What has powered the incredible growth of the World Wide Web?
There are several factors, but HTTP or Hypertext Transfer Protocol has played a fundamental role.
Once upon a time, the name may have sounded like a perfect choice. After all, the initial goal of HTTP was to transfer hypertext documents. These are documents that contain links to other documents.
However, developers soon realized that HTTP can also help transfer other content types, such as images and videos. Over the years, HTTP has become critical to the existence and growth of the web.
In today’s deep dive, we’ll unravel the evolution of HTTP, from its humble beginnings with HTTP1 to the latest advancements of HTTP2 and HTTP3. We’ll look at how each version addressed the limitations of its predecessor, improving performance, security, and user experience.
By the end of this article, you’ll have a solid understanding of the key differences between HTTP1, HTTP2, and HTTP3, helping you make informed decisions when designing web applications.
HTTP/1 was introduced in 1996. Before that, there was HTTP/0.9, a simple protocol that only supported the GET method and had no headers. Only HTML files were included in HTTP responses. There were no HTTP headers and no HTTP status codes.
HTTP/1.0 added headers, status codes, and additional methods such as POST and HEAD. However, HTTP/1 still had limitations.

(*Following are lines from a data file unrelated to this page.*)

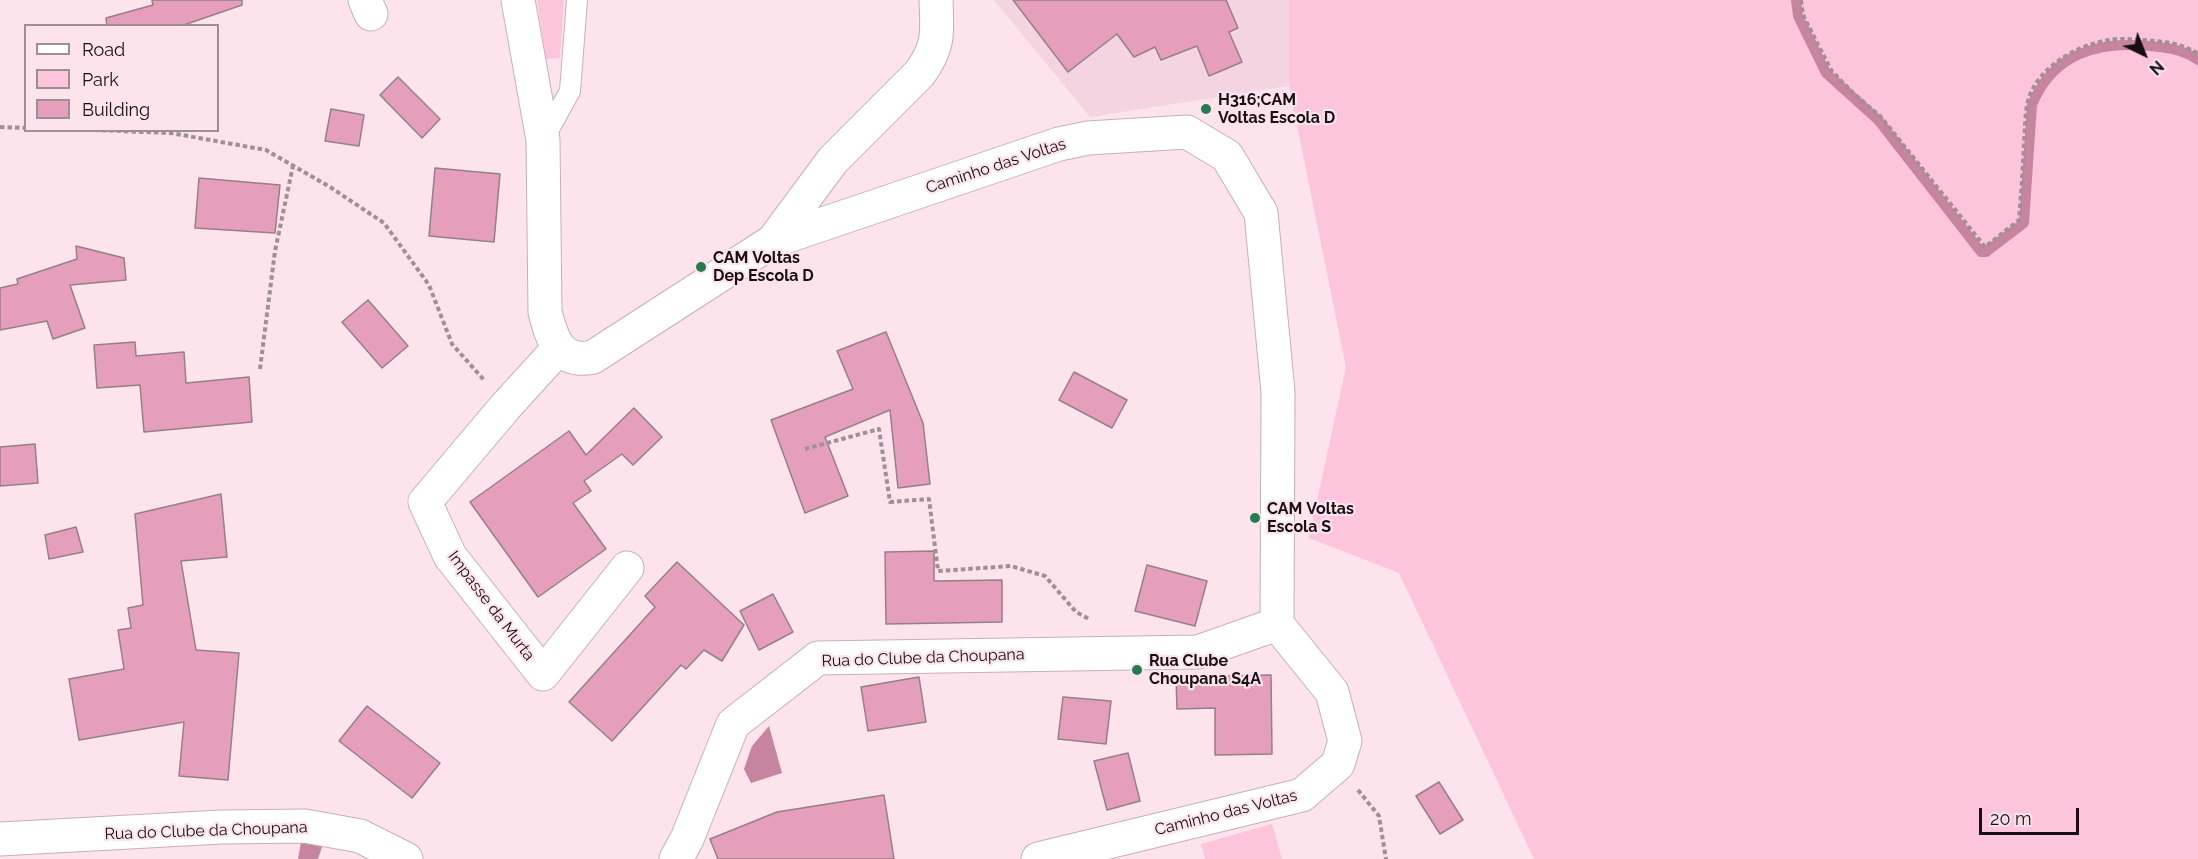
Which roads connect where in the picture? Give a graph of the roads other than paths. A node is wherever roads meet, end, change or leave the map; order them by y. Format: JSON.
{"nodes":[{"id":1,"x":518,"y":0,"type":"edge"},
{"id":2,"x":577,"y":0,"type":"edge"},
{"id":3,"x":936,"y":0,"type":"edge"},
{"id":4,"x":543,"y":140,"type":"junction"},
{"id":5,"x":773,"y":241,"type":"junction"},
{"id":6,"x":558,"y":349,"type":"junction"},
{"id":7,"x":627,"y":568,"type":"dead end"},
{"id":8,"x":1277,"y":624,"type":"junction"},
{"id":9,"x":0,"y":839,"type":"edge"},
{"id":10,"x":406,"y":859,"type":"edge"},
{"id":11,"x":676,"y":859,"type":"edge"},
{"id":12,"x":1038,"y":859,"type":"edge"}],
"edges":[{"from":1,"to":4,"type":"street"},
{"from":2,"to":4,"type":"lane"},
{"from":3,"to":5,"type":"street"},
{"from":4,"to":6,"type":"street"},
{"from":5,"to":6,"type":"street","name":"Caminho das Voltas"},
{"from":5,"to":8,"type":"street","name":"Caminho das Voltas"},
{"from":6,"to":7,"type":"street","name":"Impasse da Murta"},
{"from":8,"to":11,"type":"street","name":"Rua do Clube da Choupana"},
{"from":8,"to":12,"type":"street","name":"Caminho das Voltas"},
{"from":9,"to":10,"type":"street","name":"Rua do Clube da Choupana"}]}
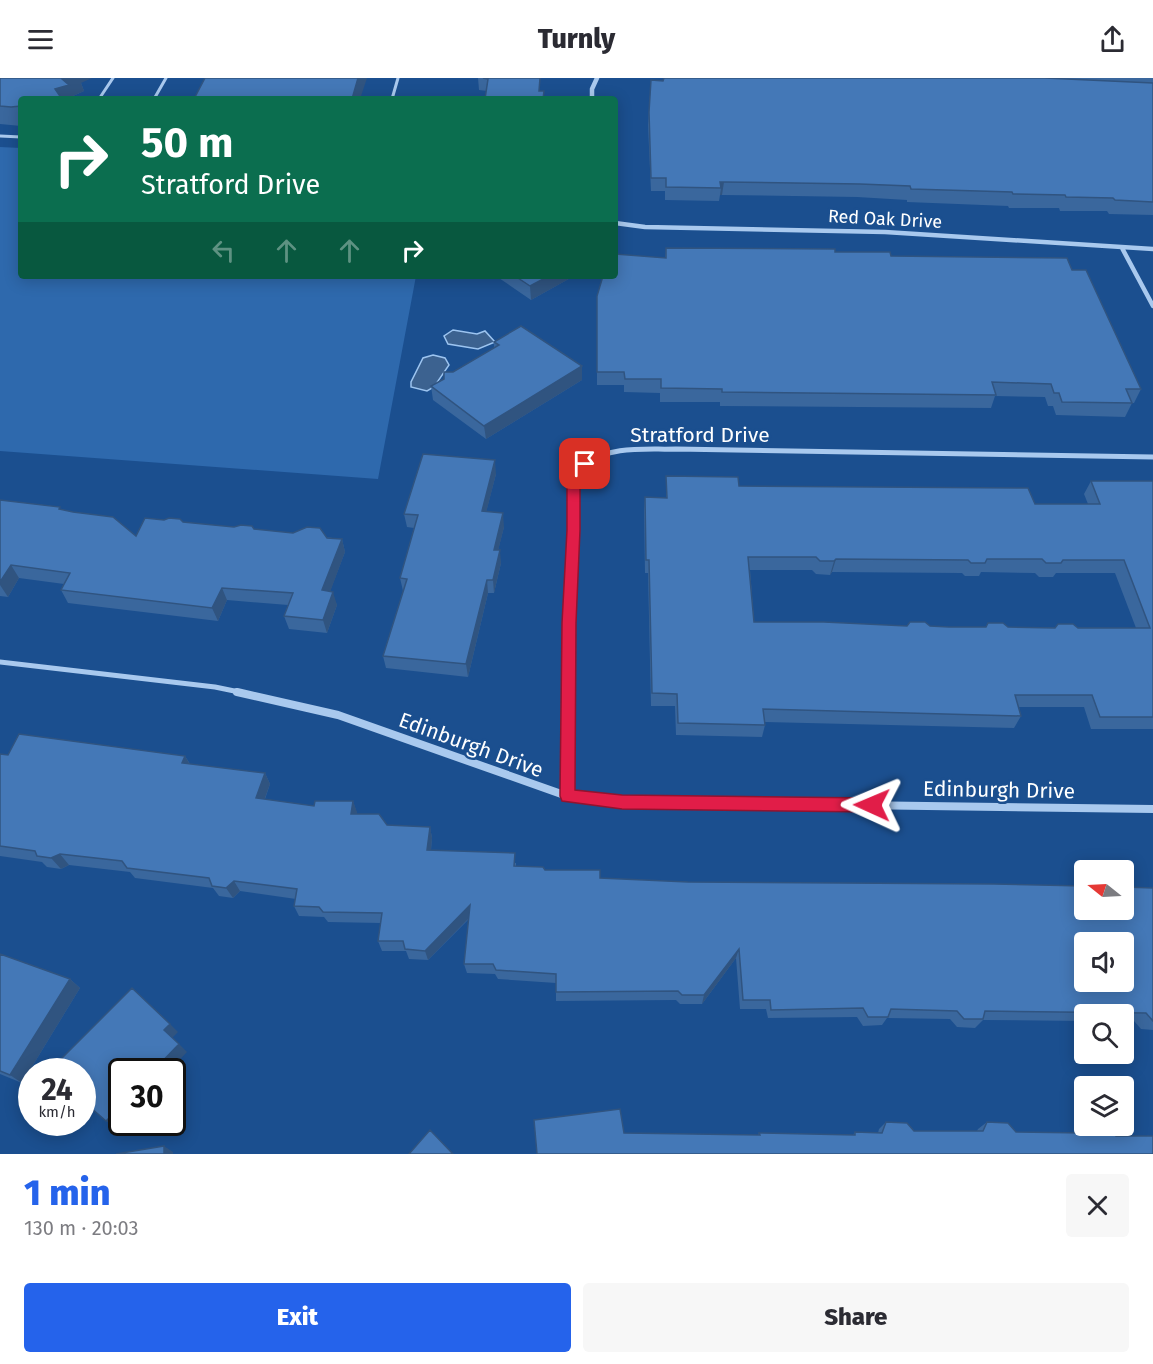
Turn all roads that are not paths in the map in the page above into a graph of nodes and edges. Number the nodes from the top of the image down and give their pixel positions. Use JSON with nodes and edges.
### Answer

For example, each request-response pair needed a new TCP connection
In 1997, HTTP/1.1 was released to address the limitations of HTTP/1. Generally speaking, HTTP/1.1 is the definitive version of HTTP1. This version powered the growth of the World Wide Web and is still used heavily despite being over 25 years old.
What contributed to its incredible longevity?
There were a few important features that made it so successful.
As mentioned, HTTP started as a single request-response protocol.
A client opens a connection to the server, makes a request, and gets the response. The connection is then closed. If there’s a second request, the cycle repeats. The same cycle repeats for subsequent requests.
It’s like a busy restaurant where a single waiter handles all orders. For each customer, the waiter takes the order, goes to the kitchen, prepares the food, and then delivers it to the customer’s table. Only then does the waiter move on to the next customer.
As the web became more media-oriented, closing the connection constantly after every response proved wasteful. If a web page contains multiple resources that have to be fetched, you would have to open and close the connection multiple times.
Since HTTP/1 was built on top of TCP (Transmission Control Protocol), every new connection meant going through the 3-way handshake process.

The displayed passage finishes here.